▸ **Exercise**
Scan the data below for the string "wrist". Show every line where it turns up.
(Input for this task)
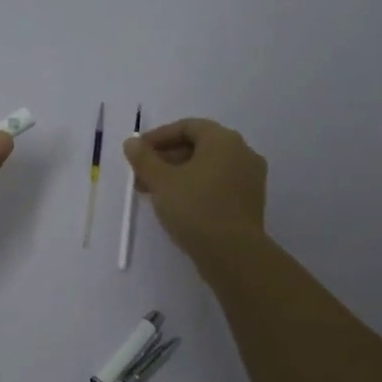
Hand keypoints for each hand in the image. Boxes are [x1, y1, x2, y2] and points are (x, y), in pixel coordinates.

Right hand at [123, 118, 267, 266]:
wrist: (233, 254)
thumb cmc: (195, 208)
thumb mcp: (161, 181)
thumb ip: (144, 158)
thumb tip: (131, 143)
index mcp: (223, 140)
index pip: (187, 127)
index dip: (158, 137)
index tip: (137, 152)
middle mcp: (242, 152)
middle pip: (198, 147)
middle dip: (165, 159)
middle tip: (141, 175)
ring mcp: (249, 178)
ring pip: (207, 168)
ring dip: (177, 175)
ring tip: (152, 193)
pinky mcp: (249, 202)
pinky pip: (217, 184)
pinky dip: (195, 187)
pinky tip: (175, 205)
(End Input for this task)
(Input for this task)
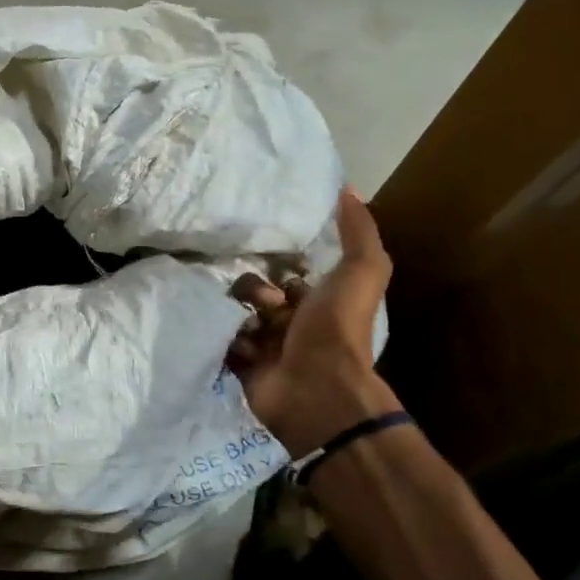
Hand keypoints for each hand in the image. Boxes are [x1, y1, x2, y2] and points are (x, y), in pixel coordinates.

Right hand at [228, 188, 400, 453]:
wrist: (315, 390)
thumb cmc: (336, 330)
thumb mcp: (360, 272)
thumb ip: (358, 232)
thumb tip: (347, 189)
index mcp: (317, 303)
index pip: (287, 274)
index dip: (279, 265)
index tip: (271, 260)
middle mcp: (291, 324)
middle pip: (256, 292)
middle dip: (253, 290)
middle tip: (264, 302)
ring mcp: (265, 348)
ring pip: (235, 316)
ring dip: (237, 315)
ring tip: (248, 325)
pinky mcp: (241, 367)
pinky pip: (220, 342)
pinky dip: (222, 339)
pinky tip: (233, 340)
(End Input for this task)
(Input for this task)
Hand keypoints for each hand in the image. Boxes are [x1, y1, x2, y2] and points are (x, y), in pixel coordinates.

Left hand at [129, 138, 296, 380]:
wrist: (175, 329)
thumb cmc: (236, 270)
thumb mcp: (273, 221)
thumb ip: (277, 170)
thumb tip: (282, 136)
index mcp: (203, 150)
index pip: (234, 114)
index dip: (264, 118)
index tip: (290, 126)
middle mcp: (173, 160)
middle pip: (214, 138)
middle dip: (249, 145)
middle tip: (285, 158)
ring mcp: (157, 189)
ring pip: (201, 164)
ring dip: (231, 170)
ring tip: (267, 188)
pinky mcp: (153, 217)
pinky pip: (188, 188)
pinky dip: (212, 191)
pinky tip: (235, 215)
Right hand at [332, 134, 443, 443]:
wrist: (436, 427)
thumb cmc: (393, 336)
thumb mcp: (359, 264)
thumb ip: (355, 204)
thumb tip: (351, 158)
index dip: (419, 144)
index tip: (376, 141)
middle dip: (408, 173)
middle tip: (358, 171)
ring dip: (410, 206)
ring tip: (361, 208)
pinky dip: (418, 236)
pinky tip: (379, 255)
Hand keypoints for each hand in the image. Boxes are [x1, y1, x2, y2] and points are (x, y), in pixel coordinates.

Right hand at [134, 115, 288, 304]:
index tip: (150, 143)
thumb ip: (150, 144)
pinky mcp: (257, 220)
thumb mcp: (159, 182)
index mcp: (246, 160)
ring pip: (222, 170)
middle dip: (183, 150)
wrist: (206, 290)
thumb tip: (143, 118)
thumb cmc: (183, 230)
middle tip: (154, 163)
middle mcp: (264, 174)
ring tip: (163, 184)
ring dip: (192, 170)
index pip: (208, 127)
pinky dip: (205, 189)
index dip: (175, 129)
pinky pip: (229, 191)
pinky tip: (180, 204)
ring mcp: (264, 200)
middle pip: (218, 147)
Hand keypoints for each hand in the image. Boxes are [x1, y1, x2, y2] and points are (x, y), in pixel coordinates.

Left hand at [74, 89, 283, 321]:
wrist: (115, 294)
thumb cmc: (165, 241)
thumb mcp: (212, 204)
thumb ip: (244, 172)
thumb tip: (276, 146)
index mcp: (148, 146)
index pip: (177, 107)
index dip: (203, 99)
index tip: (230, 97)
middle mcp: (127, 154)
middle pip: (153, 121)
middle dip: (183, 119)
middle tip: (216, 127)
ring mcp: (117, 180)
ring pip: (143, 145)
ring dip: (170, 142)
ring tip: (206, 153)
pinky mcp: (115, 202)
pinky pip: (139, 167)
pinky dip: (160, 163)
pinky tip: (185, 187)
(End Input for this task)
▸ **The completed task**
wrist: (233, 254)
wrist: (315, 390)
wrist: (175, 329)
wrist: (436, 427)
wrist: (206, 290)
wrist: (115, 294)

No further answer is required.